In diesem Zusammenhang ist es bemerkenswert, dass die volkswirtschaftlichen Theorien von Keynes zu einer Zeit in das Grundgesetz eingefuhrt wurden, als diese Theorien bereits nicht mehr dem Stand der Wissenschaft der Volkswirtschaftslehre entsprachen. Der Mainstream der deutschen Politik wollte den verfassungsrechtlichen Rahmen fur eine antizyklische Finanzpolitik schaffen und hinkte damit der volkswirtschaftlichen Theorie hinterher. Die Politik verkundete, dass die Defizite, die während der Rezession aufgelaufen waren, während der Zeiten eines wirtschaftlichen Aufschwungs abgebaut wurden. Doch diese antizyklische Politik, fur die 1969 das Grundgesetz geändert wurde, wurde bereits im ersten Aufschwung, 1970, aufgegeben. (11)


Seit 1970 hat keine deutsche Regierung einen ausgeglichenen Haushalt erreicht. (12) Jahr für Jahr wächst die öffentliche Verschuldung und während der meisten Zeit wurde auch die Begrenzung des Artikels 115 GG missachtet. Die verfassungsrechtlichen Maßnahmen, übermaßige Haushaltsdefizite zu vermeiden, scheiterten auf ganzer Linie. Die Idee einer aktiven, antizyklischen Haushaltspolitik konnte durch die verfassungsrechtlichen Bestimmungen nicht durchgesetzt werden. Das Problem bestand vor allem darin, dass sich die Haushalte der modernen westeuropäischen Wohlfahrtstaaten fur eine solche antizyklische Haushaltspolitik nicht eigneten. Denn die meisten Ausgaben des Haushalts waren bereits durch gesetzliche Verpflichtungen außerhalb des Haushaltsplans festgelegt.

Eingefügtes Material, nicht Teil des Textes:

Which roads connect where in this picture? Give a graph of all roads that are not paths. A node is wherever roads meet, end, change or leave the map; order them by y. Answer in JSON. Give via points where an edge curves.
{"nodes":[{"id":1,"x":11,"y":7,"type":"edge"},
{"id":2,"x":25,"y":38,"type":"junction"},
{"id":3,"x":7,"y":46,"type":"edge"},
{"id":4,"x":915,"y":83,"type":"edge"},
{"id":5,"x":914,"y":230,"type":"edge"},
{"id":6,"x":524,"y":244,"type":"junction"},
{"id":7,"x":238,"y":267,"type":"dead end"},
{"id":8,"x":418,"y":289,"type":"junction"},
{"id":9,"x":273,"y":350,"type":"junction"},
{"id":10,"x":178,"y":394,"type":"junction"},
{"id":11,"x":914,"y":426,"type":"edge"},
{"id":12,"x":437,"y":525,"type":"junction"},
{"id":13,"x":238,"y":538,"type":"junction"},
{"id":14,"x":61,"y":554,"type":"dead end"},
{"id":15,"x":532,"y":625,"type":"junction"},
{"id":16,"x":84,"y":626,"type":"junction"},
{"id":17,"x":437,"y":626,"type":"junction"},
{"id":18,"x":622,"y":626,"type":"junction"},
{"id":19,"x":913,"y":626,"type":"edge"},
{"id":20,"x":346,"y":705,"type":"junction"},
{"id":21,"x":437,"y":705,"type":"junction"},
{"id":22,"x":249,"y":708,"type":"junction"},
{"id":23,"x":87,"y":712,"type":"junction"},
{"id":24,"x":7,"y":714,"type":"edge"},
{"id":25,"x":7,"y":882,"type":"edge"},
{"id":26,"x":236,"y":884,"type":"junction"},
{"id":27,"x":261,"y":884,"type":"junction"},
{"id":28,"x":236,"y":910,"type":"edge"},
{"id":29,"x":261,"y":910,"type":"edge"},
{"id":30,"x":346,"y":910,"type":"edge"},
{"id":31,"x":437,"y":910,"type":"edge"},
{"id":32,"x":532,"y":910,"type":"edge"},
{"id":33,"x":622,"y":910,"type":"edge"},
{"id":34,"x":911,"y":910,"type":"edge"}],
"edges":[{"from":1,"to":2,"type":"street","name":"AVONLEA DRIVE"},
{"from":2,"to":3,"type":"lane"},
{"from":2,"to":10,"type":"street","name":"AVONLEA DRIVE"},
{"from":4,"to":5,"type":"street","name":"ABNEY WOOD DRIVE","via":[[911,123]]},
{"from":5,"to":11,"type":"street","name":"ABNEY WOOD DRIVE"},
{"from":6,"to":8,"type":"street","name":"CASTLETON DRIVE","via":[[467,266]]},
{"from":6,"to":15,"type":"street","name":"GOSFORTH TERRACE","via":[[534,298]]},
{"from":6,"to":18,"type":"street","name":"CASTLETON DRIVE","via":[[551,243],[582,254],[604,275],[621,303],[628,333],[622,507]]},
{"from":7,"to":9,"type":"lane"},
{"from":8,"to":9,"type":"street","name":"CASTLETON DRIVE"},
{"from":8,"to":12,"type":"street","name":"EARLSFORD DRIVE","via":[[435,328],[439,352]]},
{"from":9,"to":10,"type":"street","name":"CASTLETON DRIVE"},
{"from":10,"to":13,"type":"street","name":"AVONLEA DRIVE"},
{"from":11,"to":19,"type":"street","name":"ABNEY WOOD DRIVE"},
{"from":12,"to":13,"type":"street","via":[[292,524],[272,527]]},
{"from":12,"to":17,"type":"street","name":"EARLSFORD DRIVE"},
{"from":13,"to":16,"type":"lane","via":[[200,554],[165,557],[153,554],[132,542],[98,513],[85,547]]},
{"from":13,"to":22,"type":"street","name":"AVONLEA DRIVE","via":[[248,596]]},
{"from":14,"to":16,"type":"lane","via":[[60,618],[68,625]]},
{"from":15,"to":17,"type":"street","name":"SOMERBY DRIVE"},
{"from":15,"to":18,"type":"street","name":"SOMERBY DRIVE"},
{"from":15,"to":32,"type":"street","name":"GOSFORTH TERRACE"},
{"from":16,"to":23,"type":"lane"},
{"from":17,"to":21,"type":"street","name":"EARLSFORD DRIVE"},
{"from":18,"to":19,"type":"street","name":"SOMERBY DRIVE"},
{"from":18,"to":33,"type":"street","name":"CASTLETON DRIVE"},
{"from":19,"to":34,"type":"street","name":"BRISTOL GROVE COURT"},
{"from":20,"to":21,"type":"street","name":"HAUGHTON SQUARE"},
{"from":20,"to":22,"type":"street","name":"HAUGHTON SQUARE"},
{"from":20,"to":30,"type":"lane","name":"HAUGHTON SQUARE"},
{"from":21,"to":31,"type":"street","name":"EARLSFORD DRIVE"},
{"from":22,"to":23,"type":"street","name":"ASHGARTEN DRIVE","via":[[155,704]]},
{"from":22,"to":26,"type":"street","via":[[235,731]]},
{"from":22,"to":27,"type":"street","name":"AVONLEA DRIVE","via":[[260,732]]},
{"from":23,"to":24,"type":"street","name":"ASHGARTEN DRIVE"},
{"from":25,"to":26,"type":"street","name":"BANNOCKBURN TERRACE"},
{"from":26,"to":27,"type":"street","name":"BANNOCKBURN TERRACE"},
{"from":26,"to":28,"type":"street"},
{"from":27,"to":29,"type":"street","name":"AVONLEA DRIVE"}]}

Daher bestand nur ein sehr kleiner Spielraum für eine aktive Haushaltspolitik. Auch waren die Prozesse der Haushaltserstellung zu langsam, um auf eine volkswirtschaftliche Entwicklung angemessen reagieren zu können. (13) Die Ausdehnung des Wohlfahrtstaates kombiniert mit einer wachsenden Arbeitslosigkeit verursachte ein strukturelles Haushaltsdefizit, welches zum stetigen Ansteigen der Staatsverschuldung führte.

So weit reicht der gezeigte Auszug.